|
|
|
|
|
|
by heljara
1899 days ago
|
|
|
Broadly speaking, the wasm stuff is only there as a method of getting the browser to execute shellcode, its a pretty standard lump of code for turning a memory bug into code execution in v8. What this shellcode does is open calculator when the browser's sandbox is disabled (`--no-sandbox`). In general in v8 exploitation, once you've reached a point where you can read and write arbitrary memory, you find that v8 will only create either RW or RX pages for you when the JIT compilation happens. WASM is a neat little trick for getting a handle to a RWX page. At first glance to me, the core bug is actually in abusing an array enough to get an unsigned int into a function that expects them all to be signed, causing an off-by-one error and leveraging that into a memory leak (to get the pointer to a FixedArray for floats and a pointer to a FixedArray of objects) and then replacing one with another to create a type confusion and read/write arbitrary memory through that. r4j will probably correct me on the subtlety here though!
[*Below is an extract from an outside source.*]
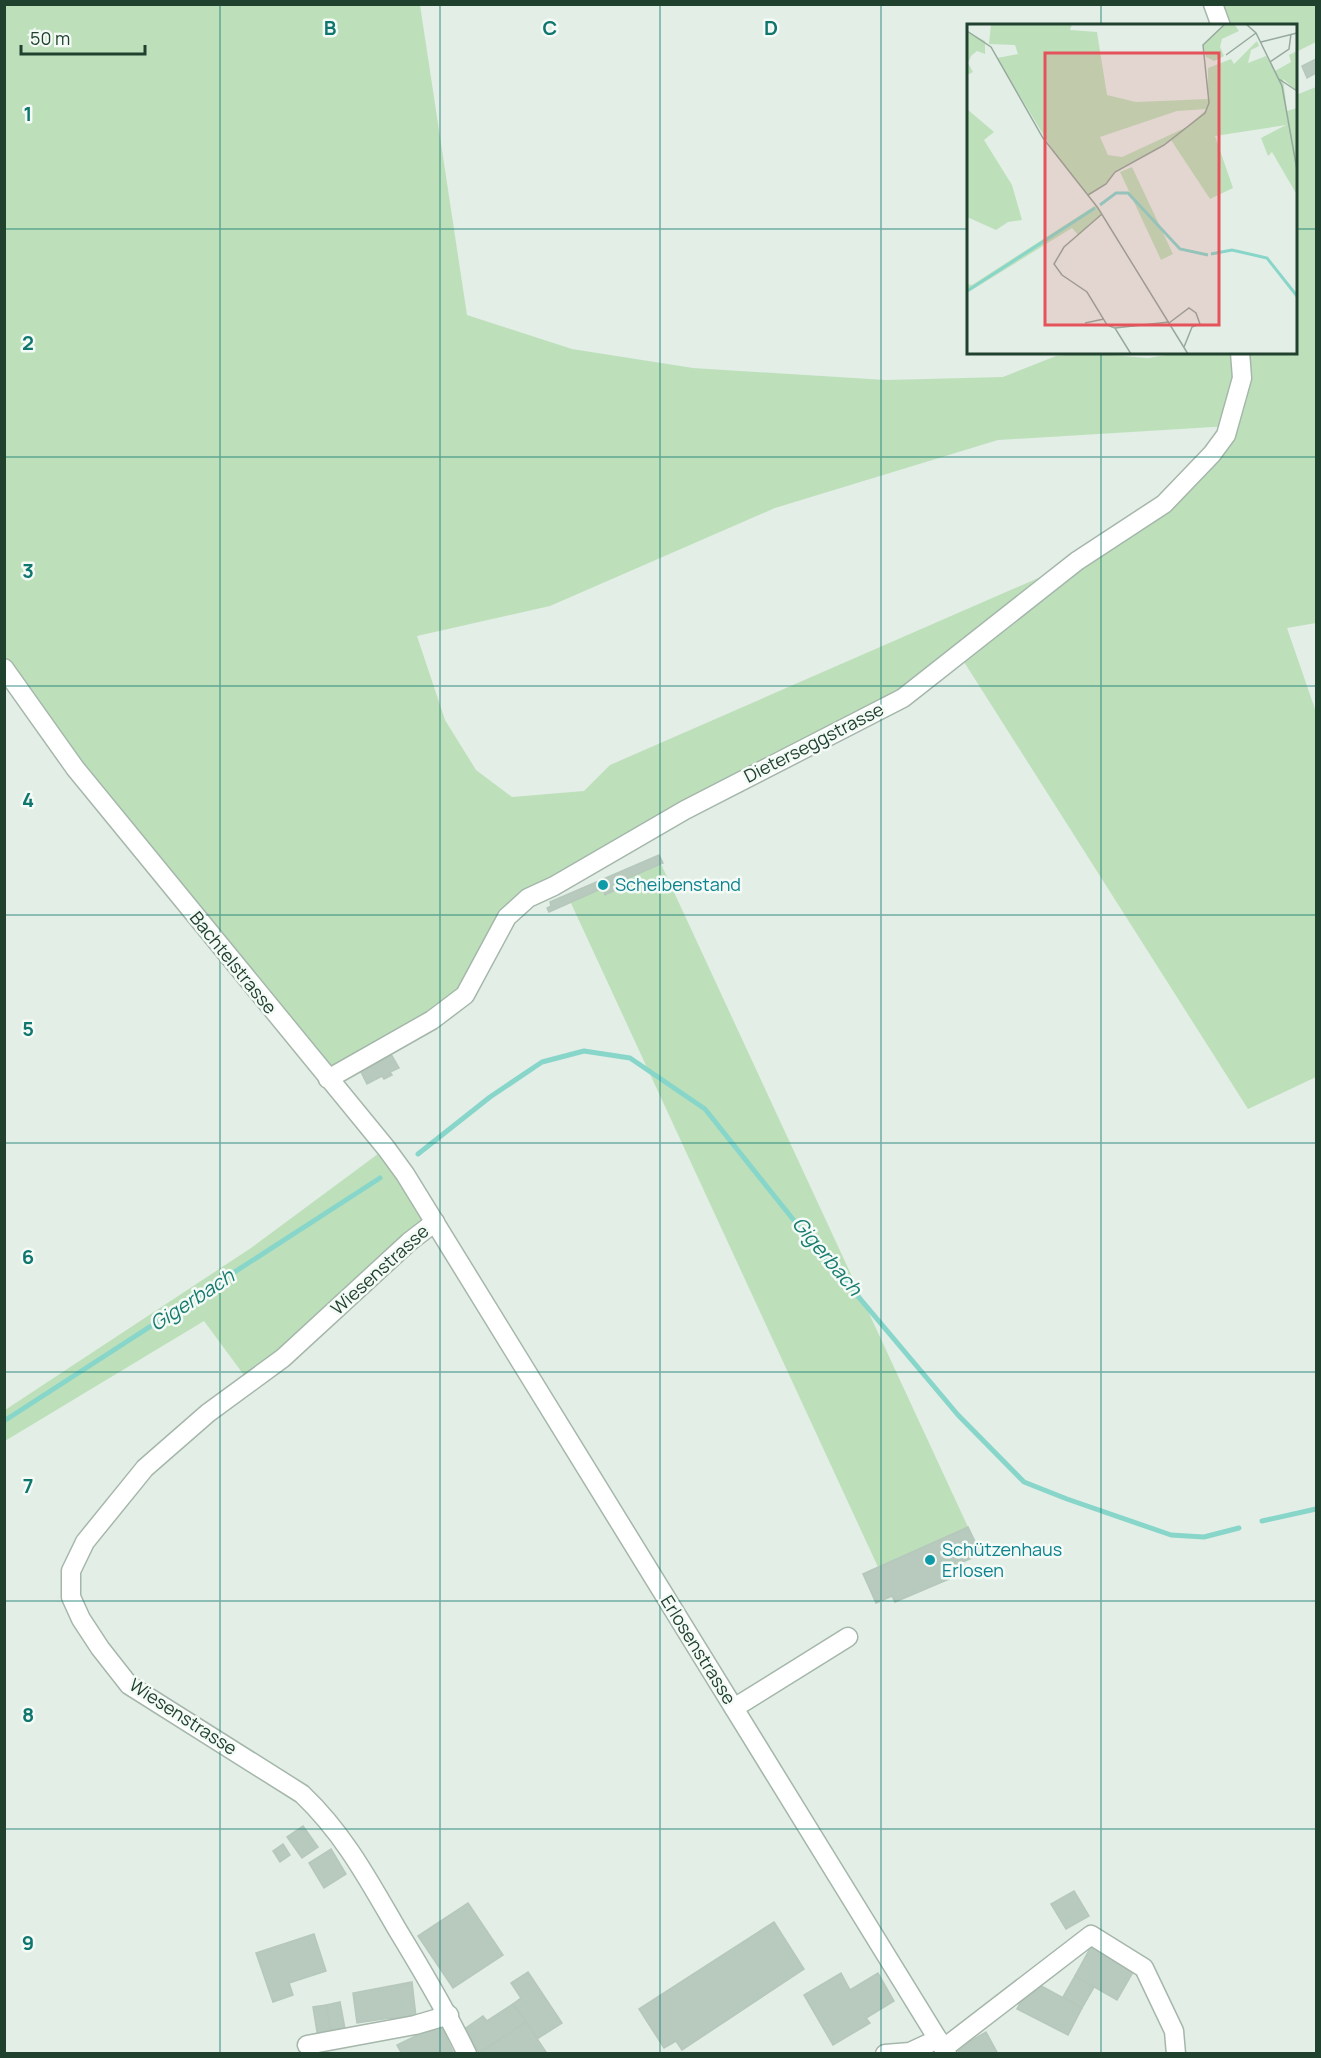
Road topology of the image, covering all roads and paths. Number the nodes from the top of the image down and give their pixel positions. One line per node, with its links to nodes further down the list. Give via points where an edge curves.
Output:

Source: extremely similar to HackTheBox RopeTwo, which I spent more time than I am prepared to admit solving. Disclaimer: am noob at v8 exploitation, but have done enough of it to know some of the tricks. See also, an article that helped me previously, much of the code is similar (eg: the WASM stuff, the addrof() and fakeobj() methods): https://faraz.faith/2019-12-13-starctf-oob-v8-indepth/ |
|
|
It's not a neat trick, but a grave problem of WASM model.
WASM memory (in)security will be a big problem until all of memory security tricks from native code will be migrated to WASM world, and then there will be not much use of WASM anymore.